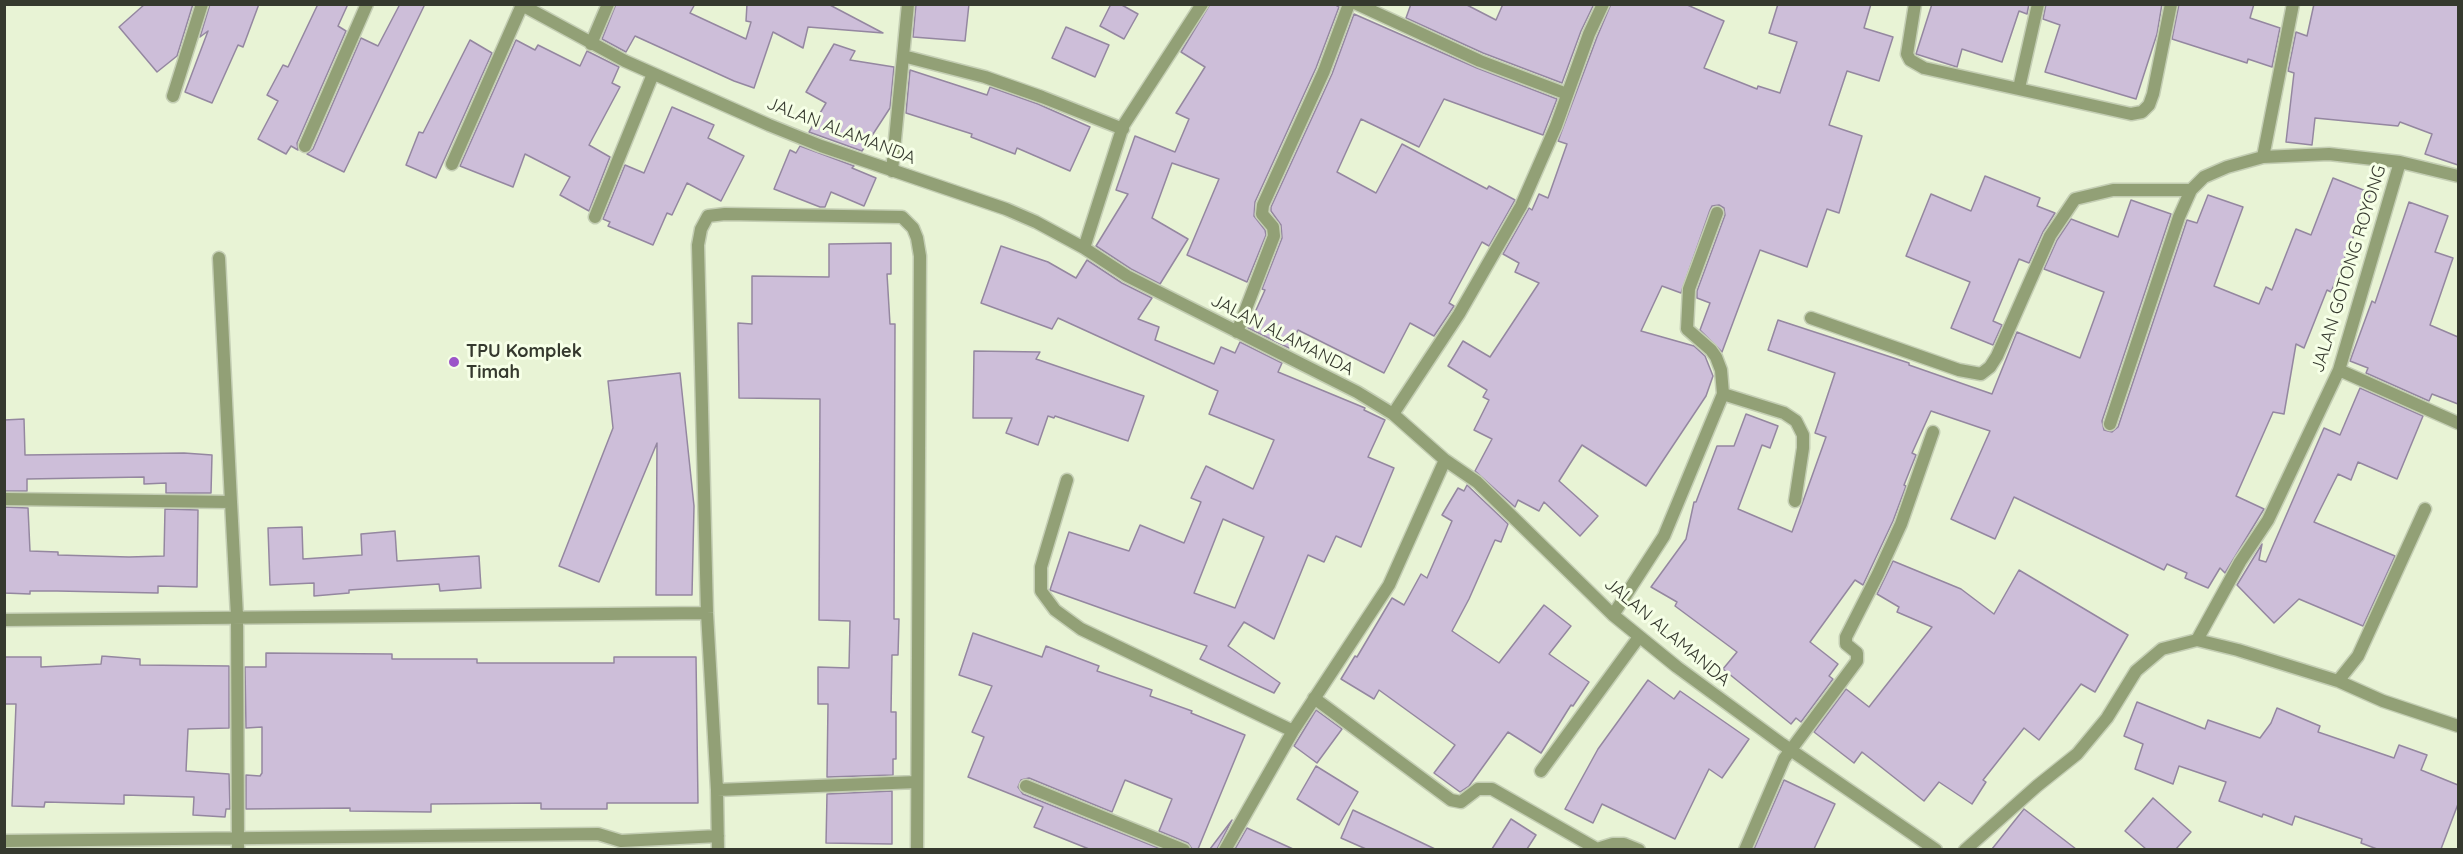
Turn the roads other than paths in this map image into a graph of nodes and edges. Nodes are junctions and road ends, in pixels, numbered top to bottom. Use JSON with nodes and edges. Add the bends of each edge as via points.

_ _ _ _ _ _ _

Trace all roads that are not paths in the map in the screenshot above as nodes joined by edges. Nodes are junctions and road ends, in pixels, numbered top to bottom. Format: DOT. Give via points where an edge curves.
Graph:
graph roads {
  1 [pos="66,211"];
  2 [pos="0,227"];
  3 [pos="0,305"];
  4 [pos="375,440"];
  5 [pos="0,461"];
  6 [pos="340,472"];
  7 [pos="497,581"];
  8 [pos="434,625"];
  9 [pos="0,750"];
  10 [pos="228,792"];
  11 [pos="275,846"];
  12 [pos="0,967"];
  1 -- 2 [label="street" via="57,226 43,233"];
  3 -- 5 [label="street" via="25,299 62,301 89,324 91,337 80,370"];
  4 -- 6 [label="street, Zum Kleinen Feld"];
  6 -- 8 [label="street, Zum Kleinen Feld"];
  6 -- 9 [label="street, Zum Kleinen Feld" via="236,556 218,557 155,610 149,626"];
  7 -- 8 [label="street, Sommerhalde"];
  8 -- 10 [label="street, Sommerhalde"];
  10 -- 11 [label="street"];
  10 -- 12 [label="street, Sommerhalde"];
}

_ _ _ _ _ _ _

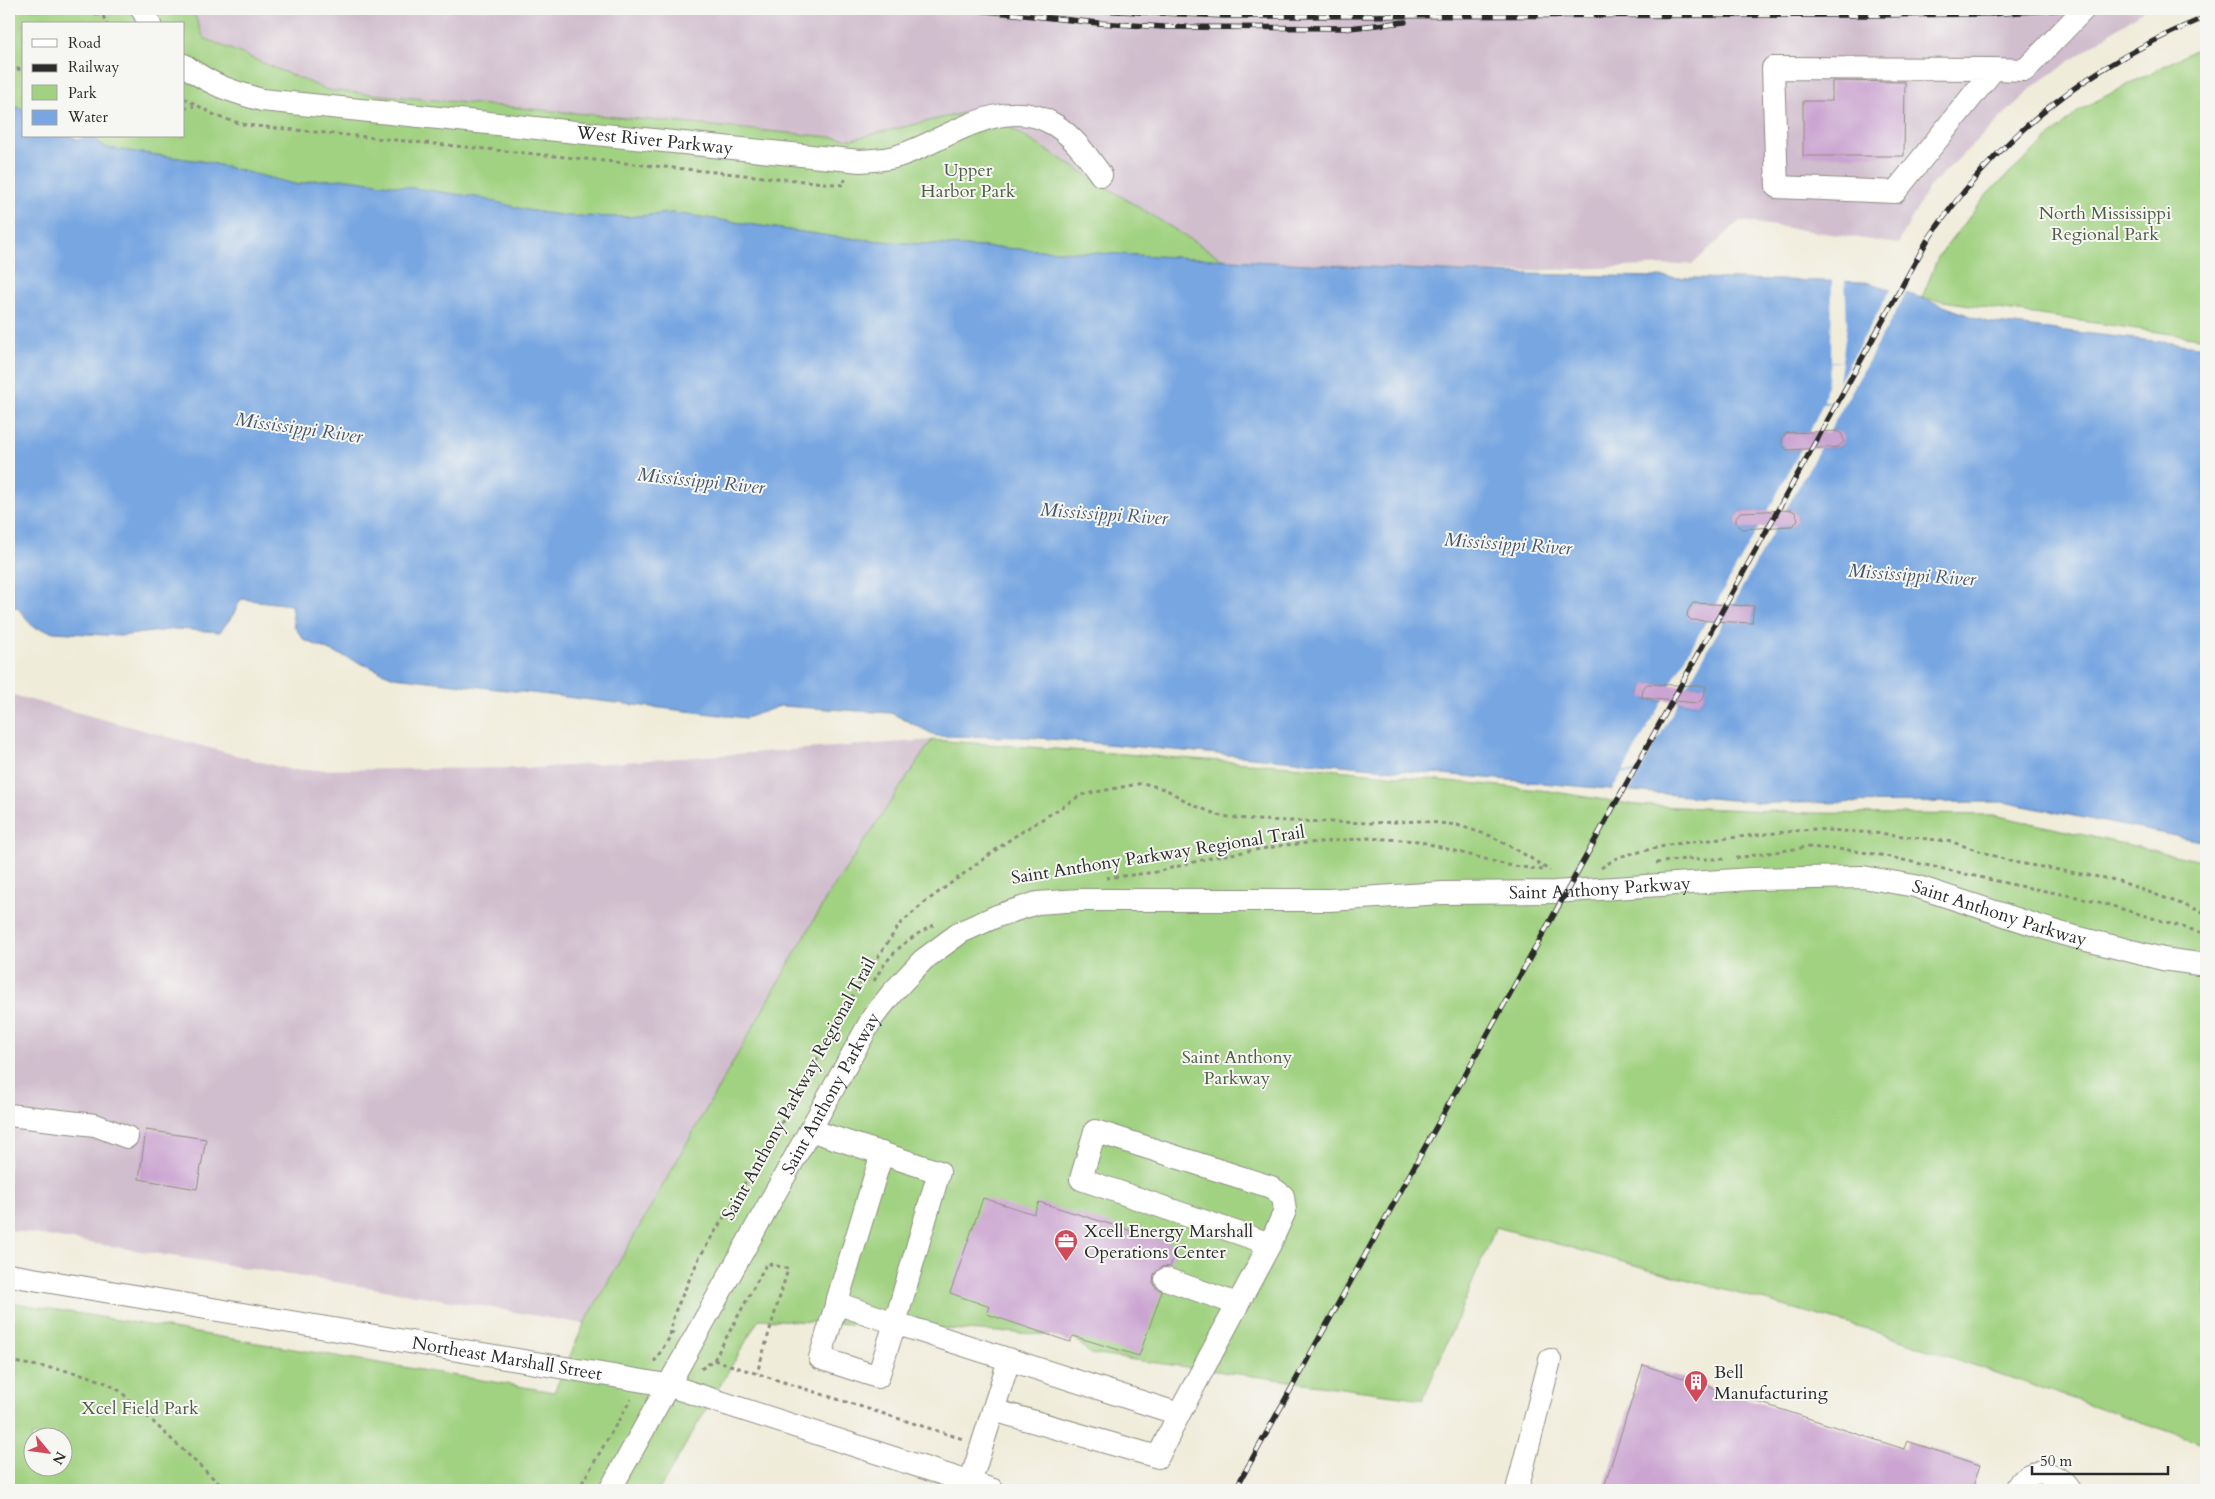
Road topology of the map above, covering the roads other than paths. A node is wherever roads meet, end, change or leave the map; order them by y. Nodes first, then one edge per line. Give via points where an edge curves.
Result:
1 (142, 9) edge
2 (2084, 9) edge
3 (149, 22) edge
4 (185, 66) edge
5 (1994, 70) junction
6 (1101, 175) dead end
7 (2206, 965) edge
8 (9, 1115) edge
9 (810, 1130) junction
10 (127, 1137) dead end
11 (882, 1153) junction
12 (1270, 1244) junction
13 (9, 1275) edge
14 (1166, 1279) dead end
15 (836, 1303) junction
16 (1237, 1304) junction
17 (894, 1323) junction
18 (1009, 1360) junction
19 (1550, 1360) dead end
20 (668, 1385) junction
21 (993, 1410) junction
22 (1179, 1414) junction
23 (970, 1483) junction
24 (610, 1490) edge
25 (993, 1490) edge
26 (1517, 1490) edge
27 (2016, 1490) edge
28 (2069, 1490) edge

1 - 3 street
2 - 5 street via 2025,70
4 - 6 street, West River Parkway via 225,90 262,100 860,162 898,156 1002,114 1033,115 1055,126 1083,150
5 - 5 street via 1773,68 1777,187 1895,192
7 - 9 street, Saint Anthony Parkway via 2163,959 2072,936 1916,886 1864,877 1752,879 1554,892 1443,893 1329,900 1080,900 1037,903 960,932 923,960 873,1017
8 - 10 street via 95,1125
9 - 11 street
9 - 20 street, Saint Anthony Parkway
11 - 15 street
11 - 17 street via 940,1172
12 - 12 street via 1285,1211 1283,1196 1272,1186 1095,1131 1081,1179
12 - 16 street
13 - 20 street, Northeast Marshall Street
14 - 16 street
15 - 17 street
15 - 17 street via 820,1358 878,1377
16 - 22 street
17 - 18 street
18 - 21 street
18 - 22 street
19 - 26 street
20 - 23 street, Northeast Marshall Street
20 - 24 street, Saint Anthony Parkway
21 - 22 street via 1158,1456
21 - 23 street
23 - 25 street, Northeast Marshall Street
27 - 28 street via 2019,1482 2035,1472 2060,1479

_ _ _ _ _ _ _

> _PROBLEM REQUIREMENTS_: Count every line in the listing that holds the word "edges". Report the count and nothing else.

> _RESPONSE TO THE TASK_: 2